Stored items
++++++

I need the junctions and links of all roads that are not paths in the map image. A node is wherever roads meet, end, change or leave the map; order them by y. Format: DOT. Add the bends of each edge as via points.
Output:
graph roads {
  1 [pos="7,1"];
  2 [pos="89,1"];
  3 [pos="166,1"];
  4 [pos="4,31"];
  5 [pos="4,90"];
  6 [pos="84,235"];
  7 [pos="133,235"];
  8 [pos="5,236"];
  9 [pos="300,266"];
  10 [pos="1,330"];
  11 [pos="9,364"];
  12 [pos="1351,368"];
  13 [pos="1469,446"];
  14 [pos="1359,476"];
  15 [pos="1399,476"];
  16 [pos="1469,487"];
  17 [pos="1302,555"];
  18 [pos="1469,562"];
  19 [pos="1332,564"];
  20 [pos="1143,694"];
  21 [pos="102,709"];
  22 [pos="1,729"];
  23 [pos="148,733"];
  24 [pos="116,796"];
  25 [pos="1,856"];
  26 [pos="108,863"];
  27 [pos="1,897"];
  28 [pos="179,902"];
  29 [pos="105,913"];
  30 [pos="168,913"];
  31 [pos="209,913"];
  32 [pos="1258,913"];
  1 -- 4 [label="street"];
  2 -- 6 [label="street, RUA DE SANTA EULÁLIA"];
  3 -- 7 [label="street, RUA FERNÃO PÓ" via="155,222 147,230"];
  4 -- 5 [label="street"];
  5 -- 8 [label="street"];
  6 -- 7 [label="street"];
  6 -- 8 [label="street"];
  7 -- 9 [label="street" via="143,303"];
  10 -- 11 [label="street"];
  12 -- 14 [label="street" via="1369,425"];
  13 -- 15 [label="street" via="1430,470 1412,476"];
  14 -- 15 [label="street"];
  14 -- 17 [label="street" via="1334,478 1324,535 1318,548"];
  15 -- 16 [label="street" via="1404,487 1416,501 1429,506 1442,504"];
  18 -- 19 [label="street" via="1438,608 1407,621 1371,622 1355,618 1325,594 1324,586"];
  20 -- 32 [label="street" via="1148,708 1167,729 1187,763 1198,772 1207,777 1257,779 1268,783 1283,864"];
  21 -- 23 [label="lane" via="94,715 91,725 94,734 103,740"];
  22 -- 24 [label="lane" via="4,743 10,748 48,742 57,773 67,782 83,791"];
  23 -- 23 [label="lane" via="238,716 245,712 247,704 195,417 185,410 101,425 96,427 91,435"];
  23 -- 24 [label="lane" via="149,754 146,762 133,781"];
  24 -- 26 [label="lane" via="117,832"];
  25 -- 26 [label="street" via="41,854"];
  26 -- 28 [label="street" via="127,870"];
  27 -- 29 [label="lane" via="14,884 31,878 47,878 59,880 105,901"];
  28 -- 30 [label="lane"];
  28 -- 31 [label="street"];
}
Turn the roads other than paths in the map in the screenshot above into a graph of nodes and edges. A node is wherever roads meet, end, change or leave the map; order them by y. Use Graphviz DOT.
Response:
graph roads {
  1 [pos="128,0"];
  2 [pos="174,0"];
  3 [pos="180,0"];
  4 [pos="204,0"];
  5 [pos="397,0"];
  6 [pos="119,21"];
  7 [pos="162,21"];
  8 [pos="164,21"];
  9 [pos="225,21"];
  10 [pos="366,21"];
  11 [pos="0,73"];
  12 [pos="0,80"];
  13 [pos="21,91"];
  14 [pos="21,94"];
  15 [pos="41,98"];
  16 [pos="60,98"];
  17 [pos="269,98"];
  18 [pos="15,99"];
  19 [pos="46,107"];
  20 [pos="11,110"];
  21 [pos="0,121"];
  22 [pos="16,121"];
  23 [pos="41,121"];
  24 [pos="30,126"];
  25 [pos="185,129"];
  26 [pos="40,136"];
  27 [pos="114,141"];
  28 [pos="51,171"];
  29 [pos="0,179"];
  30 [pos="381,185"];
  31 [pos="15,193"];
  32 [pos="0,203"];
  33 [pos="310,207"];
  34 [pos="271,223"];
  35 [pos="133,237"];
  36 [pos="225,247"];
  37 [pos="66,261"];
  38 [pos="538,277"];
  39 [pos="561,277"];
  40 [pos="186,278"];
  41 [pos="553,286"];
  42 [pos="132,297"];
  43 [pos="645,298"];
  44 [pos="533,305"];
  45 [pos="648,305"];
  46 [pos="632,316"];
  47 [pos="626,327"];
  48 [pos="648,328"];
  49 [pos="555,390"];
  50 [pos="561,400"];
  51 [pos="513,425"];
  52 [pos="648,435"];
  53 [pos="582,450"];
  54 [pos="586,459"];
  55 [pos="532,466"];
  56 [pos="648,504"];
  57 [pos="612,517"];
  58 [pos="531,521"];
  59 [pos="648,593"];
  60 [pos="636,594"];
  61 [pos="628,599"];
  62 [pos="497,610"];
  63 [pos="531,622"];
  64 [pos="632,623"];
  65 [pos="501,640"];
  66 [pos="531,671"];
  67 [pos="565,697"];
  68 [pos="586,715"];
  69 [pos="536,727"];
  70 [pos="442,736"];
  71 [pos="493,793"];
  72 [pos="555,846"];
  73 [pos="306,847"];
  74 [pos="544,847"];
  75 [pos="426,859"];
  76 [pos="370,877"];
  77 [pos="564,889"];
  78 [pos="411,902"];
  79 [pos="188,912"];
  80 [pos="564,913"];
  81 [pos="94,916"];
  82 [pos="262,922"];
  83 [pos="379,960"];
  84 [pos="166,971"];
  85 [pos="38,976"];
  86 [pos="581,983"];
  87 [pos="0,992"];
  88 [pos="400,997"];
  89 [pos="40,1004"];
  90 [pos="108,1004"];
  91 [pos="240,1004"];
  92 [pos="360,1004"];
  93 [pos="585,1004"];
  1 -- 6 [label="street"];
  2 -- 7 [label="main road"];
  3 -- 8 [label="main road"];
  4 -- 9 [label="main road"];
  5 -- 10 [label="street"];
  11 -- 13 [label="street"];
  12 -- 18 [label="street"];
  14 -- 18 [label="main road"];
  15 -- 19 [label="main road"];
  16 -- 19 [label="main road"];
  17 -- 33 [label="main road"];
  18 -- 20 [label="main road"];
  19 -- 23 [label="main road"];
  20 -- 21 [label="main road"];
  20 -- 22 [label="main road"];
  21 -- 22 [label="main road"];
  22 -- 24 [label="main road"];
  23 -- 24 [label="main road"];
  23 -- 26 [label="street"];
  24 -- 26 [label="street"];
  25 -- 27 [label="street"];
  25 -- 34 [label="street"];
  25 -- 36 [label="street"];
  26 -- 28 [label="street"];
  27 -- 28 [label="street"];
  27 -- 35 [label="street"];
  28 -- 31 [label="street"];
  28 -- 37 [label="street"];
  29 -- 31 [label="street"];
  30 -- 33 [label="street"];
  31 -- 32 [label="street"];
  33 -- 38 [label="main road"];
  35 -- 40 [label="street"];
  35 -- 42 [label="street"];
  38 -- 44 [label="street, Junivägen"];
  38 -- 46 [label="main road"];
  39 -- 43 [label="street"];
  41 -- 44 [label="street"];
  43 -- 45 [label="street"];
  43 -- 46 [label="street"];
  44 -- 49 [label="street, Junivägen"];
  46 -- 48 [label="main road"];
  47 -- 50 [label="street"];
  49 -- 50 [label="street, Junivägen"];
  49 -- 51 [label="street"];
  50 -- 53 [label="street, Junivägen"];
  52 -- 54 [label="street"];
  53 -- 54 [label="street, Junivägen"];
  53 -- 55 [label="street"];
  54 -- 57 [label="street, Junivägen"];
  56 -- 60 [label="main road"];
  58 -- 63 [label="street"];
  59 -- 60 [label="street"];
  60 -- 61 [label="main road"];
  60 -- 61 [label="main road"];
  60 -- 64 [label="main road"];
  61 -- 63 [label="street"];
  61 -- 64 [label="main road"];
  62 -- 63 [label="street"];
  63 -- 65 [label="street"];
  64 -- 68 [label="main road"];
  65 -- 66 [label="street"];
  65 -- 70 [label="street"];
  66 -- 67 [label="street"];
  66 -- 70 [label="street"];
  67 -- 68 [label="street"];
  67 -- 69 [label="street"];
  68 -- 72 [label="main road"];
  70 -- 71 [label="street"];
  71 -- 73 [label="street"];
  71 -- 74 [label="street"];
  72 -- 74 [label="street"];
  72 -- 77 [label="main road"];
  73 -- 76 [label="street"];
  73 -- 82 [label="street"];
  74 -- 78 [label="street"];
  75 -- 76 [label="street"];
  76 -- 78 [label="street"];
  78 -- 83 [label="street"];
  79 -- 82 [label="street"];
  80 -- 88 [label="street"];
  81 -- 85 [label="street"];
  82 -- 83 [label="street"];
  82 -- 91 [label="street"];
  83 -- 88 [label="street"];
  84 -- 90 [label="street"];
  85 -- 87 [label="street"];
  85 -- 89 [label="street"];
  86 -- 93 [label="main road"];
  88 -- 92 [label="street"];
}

++++++

• What the task asks
Within the data above, find the lines that contain the word "change" and copy each of them.

• Result
I need the junctions and links of all roads that are not paths in the map image. A node is wherever roads meet, end, change or leave the map; order them by y. Format: DOT. Add the bends of each edge as via points.
Turn the roads other than paths in the map in the screenshot above into a graph of nodes and edges. A node is wherever roads meet, end, change or leave the map; order them by y. Use Graphviz DOT.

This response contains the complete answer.